MATERIAL PROVIDED Start Marker
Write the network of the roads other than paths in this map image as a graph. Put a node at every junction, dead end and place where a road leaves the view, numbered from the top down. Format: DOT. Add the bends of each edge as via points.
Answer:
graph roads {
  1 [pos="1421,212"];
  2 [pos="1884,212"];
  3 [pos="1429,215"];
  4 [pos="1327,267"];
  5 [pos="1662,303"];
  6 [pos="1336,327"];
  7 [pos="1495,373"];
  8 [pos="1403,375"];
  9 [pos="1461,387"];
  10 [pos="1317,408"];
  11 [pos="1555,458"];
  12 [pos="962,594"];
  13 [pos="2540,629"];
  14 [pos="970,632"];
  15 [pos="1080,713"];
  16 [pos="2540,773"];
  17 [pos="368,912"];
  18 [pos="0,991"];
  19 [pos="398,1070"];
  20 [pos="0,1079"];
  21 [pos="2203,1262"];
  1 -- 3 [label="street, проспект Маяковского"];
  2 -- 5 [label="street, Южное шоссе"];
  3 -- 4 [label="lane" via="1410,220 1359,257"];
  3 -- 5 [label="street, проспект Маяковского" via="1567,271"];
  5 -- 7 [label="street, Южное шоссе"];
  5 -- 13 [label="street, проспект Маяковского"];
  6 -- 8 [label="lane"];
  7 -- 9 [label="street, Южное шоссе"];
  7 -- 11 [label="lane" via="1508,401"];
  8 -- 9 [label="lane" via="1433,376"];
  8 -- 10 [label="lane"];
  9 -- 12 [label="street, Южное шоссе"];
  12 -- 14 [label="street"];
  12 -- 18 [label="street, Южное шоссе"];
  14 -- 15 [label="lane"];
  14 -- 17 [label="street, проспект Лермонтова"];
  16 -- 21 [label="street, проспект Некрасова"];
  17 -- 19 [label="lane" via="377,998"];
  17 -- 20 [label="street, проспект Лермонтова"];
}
MATERIAL PROVIDED End Marker
__AIM OF THE EXERCISE__.
Every entry above needs to be duplicated exactly.

__RESPONSE BOX__.
Write the network of the roads other than paths in this map image as a graph. Put a node at every junction, dead end and place where a road leaves the view, numbered from the top down. Format: DOT. Add the bends of each edge as via points.
Answer:
graph roads {
  1 [pos="1421,212"];
  2 [pos="1884,212"];
  3 [pos="1429,215"];
  4 [pos="1327,267"];
  5 [pos="1662,303"];
  6 [pos="1336,327"];
  7 [pos="1495,373"];
  8 [pos="1403,375"];
  9 [pos="1461,387"];
  10 [pos="1317,408"];
  11 [pos="1555,458"];
  12 [pos="962,594"];
  13 [pos="2540,629"];
  14 [pos="970,632"];
  15 [pos="1080,713"];
  16 [pos="2540,773"];
  17 [pos="368,912"];
  18 [pos="0,991"];
  19 [pos="398,1070"];
  20 [pos="0,1079"];
  21 [pos="2203,1262"];
  1 -- 3 [label="street, проспект Маяковского"];
  2 -- 5 [label="street, Южное шоссе"];
  3 -- 4 [label="lane" via="1410,220 1359,257"];
  3 -- 5 [label="street, проспект Маяковского" via="1567,271"];
  5 -- 7 [label="street, Южное шоссе"];
  5 -- 13 [label="street, проспект Маяковского"];
  6 -- 8 [label="lane"];
  7 -- 9 [label="street, Южное шоссе"];
  7 -- 11 [label="lane" via="1508,401"];
  8 -- 9 [label="lane" via="1433,376"];
  8 -- 10 [label="lane"];
  9 -- 12 [label="street, Южное шоссе"];
  12 -- 14 [label="street"];
  12 -- 18 [label="street, Южное шоссе"];
  14 -- 15 [label="lane"];
  14 -- 17 [label="street, проспект Лермонтова"];
  16 -- 21 [label="street, проспект Некрасова"];
  17 -- 19 [label="lane" via="377,998"];
  17 -- 20 [label="street, проспект Лермонтова"];
}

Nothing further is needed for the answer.